Besides excluding some key sources of information, Sanders apparently minimized any differences in his research that didn’t align with his “pattern of religion” template. William Barrick comments:
"One of the world’s leading Jewish experts on Judaism, Jacob Neusner, describes Sanders as a writer with a “rich capacity to make up distinctions and definitions as he goes along, then to impose these distinctions and definitions upon sources that, on the face of it, scarcely sustain them.”(4)
N.T. Wright, a vocal proponent of NPP, has summarized the importance of Sanders’ work:
"He nevertheless dominates the landscape, and, until a major refutation of his central thesis is produced, honesty compels one to do business with him. I do not myself believe such a refutation can or will be offered; serious modifications are required, but I regard his basic point as established."(5)
Although Wright erroneously accepts Sanders’ basic premise, he is correct to say that Sanders’ work is the foundation of the NPP, a foundation this article has suggested is cracked. It is never wise to build a house on a cracked foundation.

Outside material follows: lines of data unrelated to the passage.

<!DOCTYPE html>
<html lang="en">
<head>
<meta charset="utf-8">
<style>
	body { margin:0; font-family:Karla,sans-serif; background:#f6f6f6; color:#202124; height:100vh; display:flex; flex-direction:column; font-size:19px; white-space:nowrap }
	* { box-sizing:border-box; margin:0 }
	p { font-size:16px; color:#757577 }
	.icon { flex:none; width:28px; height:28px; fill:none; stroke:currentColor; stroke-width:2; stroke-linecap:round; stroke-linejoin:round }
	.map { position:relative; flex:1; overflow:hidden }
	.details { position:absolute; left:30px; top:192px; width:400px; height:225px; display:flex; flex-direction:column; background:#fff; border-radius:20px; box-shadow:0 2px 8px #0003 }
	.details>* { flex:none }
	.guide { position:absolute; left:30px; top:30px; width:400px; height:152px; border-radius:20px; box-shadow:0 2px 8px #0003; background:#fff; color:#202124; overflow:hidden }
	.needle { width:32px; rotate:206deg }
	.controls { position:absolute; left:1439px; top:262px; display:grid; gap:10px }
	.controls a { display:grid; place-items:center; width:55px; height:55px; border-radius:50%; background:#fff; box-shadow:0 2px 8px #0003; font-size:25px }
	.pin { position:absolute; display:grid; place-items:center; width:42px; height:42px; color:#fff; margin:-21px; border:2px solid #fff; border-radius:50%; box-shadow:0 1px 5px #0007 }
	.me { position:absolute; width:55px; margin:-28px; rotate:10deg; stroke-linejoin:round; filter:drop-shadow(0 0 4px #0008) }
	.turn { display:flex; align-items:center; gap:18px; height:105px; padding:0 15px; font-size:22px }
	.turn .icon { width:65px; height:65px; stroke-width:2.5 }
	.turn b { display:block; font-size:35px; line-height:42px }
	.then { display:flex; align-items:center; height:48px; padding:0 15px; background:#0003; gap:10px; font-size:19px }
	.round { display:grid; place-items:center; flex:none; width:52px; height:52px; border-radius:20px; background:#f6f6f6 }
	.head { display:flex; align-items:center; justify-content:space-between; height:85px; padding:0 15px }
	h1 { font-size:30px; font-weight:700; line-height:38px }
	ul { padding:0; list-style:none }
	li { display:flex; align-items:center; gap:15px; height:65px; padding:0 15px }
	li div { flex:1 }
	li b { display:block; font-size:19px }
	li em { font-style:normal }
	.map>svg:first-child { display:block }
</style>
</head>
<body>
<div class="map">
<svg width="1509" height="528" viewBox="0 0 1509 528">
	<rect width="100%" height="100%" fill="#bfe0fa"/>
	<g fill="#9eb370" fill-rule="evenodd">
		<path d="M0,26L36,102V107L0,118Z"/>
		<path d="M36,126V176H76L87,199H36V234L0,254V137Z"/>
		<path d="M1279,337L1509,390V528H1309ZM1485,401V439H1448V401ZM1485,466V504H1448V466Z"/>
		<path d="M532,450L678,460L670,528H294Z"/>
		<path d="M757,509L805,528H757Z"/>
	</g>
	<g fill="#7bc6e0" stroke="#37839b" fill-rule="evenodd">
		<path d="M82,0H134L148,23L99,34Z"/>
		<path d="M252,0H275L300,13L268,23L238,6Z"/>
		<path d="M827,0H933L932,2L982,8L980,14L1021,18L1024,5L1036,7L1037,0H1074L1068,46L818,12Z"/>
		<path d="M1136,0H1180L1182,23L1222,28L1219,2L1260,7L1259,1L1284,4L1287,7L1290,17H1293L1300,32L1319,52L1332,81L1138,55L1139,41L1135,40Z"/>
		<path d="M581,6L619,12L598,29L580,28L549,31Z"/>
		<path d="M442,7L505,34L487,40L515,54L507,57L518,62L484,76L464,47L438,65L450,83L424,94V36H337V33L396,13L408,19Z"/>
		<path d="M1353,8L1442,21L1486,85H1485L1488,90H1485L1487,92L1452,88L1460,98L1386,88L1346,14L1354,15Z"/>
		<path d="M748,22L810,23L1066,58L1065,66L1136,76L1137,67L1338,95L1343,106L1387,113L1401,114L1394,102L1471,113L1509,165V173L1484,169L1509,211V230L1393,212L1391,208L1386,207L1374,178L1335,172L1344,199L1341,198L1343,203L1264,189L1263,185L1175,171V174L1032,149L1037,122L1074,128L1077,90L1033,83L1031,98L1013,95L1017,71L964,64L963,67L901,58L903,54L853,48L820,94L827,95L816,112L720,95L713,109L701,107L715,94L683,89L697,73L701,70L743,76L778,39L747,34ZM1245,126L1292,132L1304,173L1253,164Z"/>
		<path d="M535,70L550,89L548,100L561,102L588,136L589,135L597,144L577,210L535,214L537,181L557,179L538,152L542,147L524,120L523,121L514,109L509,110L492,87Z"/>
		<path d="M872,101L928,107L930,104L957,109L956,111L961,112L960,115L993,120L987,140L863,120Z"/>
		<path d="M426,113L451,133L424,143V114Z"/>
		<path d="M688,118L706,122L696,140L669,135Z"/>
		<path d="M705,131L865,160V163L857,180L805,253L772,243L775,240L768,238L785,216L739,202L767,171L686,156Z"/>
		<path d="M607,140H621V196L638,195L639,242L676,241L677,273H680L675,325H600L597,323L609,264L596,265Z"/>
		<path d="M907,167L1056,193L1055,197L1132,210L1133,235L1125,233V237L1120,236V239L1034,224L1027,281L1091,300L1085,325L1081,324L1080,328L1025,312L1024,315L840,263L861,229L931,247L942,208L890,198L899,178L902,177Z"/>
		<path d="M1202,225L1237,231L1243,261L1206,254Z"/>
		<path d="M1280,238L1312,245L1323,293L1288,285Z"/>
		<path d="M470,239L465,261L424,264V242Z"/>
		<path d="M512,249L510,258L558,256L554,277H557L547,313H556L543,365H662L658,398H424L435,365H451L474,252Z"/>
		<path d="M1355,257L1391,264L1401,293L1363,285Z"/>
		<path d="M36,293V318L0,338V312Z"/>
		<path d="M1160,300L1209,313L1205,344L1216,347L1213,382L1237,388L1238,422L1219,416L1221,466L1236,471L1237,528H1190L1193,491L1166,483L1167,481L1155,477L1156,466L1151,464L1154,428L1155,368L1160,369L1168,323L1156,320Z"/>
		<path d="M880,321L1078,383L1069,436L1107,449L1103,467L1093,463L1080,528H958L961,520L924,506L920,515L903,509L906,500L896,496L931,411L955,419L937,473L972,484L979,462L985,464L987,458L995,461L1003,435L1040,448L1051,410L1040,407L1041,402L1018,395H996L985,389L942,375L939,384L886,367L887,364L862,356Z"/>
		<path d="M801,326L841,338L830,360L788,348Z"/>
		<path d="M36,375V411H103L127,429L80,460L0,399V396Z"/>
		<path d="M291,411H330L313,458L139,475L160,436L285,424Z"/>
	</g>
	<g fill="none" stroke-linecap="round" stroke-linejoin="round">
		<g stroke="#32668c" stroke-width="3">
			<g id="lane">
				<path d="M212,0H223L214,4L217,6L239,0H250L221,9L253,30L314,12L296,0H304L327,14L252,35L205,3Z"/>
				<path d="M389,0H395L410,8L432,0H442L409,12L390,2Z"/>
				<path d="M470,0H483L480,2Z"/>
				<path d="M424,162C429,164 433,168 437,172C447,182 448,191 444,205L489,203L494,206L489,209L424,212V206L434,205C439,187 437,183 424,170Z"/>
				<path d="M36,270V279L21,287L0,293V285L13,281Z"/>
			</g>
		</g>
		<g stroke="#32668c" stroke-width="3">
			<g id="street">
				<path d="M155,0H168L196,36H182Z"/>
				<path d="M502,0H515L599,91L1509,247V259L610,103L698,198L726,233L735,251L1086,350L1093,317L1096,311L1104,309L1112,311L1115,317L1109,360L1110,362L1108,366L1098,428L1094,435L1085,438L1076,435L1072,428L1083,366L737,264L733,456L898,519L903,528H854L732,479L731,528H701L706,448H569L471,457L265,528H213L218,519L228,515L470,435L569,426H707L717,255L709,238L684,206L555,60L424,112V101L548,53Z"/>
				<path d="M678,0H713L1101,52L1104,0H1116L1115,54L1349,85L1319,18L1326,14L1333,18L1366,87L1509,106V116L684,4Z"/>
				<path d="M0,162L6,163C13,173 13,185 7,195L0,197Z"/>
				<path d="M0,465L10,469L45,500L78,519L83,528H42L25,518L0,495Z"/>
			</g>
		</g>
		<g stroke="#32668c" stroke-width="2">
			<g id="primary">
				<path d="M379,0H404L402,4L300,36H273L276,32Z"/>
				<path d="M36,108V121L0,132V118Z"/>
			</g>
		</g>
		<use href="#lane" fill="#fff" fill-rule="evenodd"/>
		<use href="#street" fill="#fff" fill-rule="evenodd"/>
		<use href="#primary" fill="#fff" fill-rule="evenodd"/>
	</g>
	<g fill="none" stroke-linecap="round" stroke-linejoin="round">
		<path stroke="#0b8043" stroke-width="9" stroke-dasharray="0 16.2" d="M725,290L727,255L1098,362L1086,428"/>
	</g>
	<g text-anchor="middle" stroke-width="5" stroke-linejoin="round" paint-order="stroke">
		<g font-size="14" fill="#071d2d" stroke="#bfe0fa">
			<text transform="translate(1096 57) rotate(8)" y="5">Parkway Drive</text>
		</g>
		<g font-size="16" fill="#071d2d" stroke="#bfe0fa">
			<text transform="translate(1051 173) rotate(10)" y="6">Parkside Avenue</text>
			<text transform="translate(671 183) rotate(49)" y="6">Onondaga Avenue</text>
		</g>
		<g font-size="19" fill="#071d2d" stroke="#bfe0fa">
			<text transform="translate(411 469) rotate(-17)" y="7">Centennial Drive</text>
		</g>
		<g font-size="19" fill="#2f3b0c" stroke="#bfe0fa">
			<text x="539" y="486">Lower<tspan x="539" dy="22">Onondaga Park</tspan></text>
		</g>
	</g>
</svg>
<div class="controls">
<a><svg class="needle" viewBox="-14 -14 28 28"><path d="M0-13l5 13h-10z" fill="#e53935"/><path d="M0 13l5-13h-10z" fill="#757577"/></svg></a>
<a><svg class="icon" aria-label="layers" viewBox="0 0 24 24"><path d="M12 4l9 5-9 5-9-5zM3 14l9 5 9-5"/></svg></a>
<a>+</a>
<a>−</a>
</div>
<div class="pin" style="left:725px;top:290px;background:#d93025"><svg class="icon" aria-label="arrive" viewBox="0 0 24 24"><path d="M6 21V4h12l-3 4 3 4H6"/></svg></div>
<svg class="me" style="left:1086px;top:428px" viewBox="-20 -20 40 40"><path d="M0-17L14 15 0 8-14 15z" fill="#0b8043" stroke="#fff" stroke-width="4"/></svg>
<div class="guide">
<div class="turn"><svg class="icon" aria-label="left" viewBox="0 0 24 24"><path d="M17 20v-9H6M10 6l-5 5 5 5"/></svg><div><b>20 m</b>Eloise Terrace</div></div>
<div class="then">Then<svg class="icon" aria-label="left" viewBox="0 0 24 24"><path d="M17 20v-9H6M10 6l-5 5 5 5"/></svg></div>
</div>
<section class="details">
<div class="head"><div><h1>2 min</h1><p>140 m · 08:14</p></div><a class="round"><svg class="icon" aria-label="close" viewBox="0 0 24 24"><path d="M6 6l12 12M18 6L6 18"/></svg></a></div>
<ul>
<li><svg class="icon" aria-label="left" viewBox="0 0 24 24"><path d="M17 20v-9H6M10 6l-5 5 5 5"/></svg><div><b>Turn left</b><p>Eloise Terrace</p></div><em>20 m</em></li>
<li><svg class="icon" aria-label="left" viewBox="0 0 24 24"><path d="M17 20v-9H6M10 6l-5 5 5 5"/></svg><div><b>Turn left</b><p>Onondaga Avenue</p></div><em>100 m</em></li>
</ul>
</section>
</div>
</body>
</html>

For more comprehensive analyses by brethren of E.P. Sanders’ work, see “The New Perspective on Paul: A Historical, Critical, Appraisal of a New Approach to Judaism and Paul” by Chris Reeves and “Jewish Legalism” by Marc Gibson; both available at http://alpharetta-bible-study.com/index.php/en/2013/the-speakers-their-lectures.
I would be among the first to say that, if we have misunderstood any section of Scripture or scriptural theme, we should change our view rather than zealously cling to error just because it is what has “traditionally” been taught or what we have “always believed.” On the other hand, we also cannot bow at the altar of modern “scholarship,” even if some verbose authors with educational credentials have a “new idea.”
Footnotes:
- Mattison, Mark M. “A Summary of the New Perspective on Paul.” October 16, 2009.(http://www.thepaulpage.com/a-summary-of-the-new-perspective-on-paul/)
- Carson, D.A., Peter T. O’Brien, and Mark A. Seifrid. Justification and Variegated Nomism. Volume I: The Complexities of Second Temple Judaism, p. 543.
- Sanders, E. P. Paul and Palestinian Judaism. p. 426.
- Barrick, William. “The New Perspective and ‘Works of the Law’ (Gal. 2:16 and Rom 3:20).” The Master’s Seminary Journal 16/2 (Fall 2005), 277-292 (http://www.tms.edu/tmsj/tmsj16j.pdf)
- Wright, N.T. What Saint Paul Really Said, p. 20.